Wild Rice and Cornbread Dressing

Wild Rice and Cornbread Dressing
For those seeking to elevate their holiday table beyond the ordinary, this wild rice and cornbread dressing combines earthy sophistication with comforting nostalgia, creating a side dish worthy of center stage. Fragrant herbs and toasted nuts mingle with the distinct textures of wild rice and crumbled cornbread, resulting in a harmonious blend that feels both rustic and refined. The careful layering of flavors ensures each bite tells a story of autumn harvests and cherished gatherings.

Servings

8

servings
Prep time

25

minutes
Cooking time

85

minutes

Ingredients

– 4 cups of crumbled day-old cornbread
– 1 cup of uncooked wild rice
– a couple of finely chopped celery stalks
– 1 large yellow onion, diced
– 3 cloves of garlic, minced
– a generous splash of chicken or vegetable broth (about 2 cups)
– 2 large eggs, lightly beaten
– a handful of chopped pecans
– 3 tablespoons of melted unsalted butter
– a pinch of dried sage and thyme
– salt and freshly ground black pepper

Instructions

1. Preheat your oven to 375°F and lightly grease a 9×13-inch baking dish with butter or non-stick spray.
2. Cook 1 cup of wild rice according to package directions until tender but still chewy, which typically takes about 45 minutes.
3. While the rice cooks, heat a large skillet over medium heat and melt 1 tablespoon of butter.
4. Sauté the diced onion and chopped celery in the skillet for 8-10 minutes until they become soft and translucent.
5. Add the minced garlic to the skillet and cook for another minute until fragrant, being careful not to burn it.
6. In a large mixing bowl, combine the crumbled cornbread, cooked wild rice, and the sautéed vegetable mixture.
7. Stir in the lightly beaten eggs, ensuring they’re evenly distributed to bind the dressing together.
8. Pour in the broth gradually while mixing, stopping when the mixture is moist but not soupy.
9. Fold in the chopped pecans, dried sage, thyme, salt, and pepper, adjusting seasoning as needed.
10. Transfer the mixture to the prepared baking dish and spread it into an even layer.
11. Drizzle the remaining 2 tablespoons of melted butter over the top for a golden crust.
12. Bake uncovered for 35-40 minutes until the top is crisp and golden brown and the edges pull away slightly from the pan.
13. Let the dressing rest for 10 minutes before serving to allow the flavors to settle and make slicing easier.

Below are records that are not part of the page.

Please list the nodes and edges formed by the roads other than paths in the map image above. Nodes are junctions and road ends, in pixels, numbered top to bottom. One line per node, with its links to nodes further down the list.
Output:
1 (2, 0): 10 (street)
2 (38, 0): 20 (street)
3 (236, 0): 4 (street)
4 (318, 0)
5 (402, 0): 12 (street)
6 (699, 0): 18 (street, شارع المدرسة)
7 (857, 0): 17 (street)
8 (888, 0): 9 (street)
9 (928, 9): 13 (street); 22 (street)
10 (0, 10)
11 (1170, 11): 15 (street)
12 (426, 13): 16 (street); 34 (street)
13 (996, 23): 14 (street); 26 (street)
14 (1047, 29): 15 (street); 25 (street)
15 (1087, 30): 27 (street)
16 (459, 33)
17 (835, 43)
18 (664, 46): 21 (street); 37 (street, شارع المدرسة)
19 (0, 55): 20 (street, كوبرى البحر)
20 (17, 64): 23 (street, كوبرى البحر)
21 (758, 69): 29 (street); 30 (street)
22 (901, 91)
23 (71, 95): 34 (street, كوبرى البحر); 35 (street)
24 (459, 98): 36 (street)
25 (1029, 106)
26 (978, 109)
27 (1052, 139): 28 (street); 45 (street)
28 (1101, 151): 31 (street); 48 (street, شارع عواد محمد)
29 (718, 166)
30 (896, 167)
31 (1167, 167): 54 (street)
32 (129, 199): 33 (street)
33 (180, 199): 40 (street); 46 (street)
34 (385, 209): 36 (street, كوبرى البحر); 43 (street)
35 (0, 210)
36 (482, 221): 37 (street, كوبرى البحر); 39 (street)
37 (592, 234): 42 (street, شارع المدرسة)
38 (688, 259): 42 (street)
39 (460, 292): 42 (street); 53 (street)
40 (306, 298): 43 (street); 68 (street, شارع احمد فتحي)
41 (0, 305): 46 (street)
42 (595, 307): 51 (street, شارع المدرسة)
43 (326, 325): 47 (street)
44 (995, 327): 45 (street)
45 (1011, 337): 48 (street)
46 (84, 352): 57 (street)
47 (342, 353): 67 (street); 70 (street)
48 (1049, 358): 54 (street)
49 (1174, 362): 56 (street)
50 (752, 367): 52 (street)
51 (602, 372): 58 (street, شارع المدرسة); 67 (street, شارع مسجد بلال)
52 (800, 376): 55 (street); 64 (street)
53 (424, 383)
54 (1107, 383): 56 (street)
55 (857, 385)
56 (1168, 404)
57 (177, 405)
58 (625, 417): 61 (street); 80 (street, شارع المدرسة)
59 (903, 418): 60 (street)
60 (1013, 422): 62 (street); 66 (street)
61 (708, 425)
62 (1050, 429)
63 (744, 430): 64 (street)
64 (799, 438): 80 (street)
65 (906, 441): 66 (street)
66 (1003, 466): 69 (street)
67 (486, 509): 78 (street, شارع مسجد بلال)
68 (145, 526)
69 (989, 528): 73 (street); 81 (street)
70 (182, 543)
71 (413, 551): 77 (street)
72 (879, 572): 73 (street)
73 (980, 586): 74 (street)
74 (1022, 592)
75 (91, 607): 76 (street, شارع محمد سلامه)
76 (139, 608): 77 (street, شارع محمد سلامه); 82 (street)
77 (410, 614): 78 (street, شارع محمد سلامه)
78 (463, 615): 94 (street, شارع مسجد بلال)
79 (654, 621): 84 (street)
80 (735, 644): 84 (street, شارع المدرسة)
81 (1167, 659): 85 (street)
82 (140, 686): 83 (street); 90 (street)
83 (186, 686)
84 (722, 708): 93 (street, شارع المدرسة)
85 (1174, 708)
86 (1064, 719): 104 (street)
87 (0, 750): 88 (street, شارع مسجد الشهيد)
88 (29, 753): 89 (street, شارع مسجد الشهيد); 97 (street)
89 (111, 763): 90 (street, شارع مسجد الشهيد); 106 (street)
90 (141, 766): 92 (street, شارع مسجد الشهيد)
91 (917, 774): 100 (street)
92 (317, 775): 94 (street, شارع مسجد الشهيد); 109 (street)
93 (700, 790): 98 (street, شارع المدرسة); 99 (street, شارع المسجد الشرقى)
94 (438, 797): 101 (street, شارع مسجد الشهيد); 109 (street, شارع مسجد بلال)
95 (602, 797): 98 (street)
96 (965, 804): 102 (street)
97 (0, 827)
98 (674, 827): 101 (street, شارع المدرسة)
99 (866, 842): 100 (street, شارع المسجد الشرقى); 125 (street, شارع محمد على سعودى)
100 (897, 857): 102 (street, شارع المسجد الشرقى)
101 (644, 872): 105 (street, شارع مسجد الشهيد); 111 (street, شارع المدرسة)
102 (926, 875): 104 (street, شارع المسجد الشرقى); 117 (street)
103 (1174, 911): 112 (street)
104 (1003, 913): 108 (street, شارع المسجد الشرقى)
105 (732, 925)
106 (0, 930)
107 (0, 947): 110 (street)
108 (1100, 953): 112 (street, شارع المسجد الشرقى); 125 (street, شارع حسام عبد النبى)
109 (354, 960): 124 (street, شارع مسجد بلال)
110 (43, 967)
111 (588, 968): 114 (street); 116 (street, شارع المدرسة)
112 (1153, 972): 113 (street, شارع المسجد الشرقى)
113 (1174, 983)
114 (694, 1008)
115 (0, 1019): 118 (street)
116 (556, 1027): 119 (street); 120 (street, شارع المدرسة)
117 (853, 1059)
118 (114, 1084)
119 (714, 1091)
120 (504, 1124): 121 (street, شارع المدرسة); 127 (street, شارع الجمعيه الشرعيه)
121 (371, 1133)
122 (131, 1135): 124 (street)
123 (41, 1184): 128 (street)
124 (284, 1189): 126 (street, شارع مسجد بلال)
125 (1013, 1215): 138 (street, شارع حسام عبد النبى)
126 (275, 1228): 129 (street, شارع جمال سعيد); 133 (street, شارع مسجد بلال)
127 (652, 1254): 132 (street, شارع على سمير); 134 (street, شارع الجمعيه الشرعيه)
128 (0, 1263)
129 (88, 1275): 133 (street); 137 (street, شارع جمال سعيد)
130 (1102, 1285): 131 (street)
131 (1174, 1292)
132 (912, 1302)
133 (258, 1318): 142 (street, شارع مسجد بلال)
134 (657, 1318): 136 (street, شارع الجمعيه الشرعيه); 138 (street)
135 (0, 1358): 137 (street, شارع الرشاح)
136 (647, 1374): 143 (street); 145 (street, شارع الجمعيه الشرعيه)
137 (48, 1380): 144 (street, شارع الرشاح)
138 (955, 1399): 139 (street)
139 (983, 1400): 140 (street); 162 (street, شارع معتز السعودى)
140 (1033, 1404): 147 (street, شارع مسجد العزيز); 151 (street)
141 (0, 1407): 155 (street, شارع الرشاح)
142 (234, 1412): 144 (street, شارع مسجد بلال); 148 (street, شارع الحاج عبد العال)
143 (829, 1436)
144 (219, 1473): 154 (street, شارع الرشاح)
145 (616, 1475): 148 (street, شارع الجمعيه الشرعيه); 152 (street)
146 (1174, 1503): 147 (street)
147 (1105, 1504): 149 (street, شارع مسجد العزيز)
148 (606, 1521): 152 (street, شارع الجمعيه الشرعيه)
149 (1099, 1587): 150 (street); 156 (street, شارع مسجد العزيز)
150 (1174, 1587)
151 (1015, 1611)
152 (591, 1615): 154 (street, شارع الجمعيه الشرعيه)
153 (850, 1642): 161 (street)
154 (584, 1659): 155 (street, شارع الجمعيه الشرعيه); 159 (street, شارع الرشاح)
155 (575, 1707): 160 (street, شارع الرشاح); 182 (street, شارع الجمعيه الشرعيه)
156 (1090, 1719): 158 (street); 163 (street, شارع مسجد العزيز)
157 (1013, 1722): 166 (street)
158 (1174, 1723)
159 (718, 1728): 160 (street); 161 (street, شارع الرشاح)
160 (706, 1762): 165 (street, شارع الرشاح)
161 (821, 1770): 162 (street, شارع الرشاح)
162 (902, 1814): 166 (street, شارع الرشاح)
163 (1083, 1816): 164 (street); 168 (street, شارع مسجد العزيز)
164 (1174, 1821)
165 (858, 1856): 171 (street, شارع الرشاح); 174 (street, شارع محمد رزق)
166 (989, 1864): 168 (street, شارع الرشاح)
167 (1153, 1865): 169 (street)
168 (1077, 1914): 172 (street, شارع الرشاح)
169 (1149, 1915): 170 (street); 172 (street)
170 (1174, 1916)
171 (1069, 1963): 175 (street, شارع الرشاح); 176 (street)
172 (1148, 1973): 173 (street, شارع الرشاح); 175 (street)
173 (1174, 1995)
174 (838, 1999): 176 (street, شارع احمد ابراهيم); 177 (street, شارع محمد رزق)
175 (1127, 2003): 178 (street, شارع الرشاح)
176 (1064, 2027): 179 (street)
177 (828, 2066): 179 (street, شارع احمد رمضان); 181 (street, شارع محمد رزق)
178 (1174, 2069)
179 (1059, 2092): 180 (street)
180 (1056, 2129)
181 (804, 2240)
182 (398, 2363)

Rich with contrasting textures, this dressing offers the satisfying chew of wild rice against the tender crumb of cornbread, while toasted pecans provide occasional crunch. The aromatic herbs lend an earthy depth that complements both poultry and roasted vegetables beautifully. Consider serving it alongside roasted turkey or as a standalone vegetarian main, perhaps topped with a drizzle of herb-infused gravy for extra indulgence.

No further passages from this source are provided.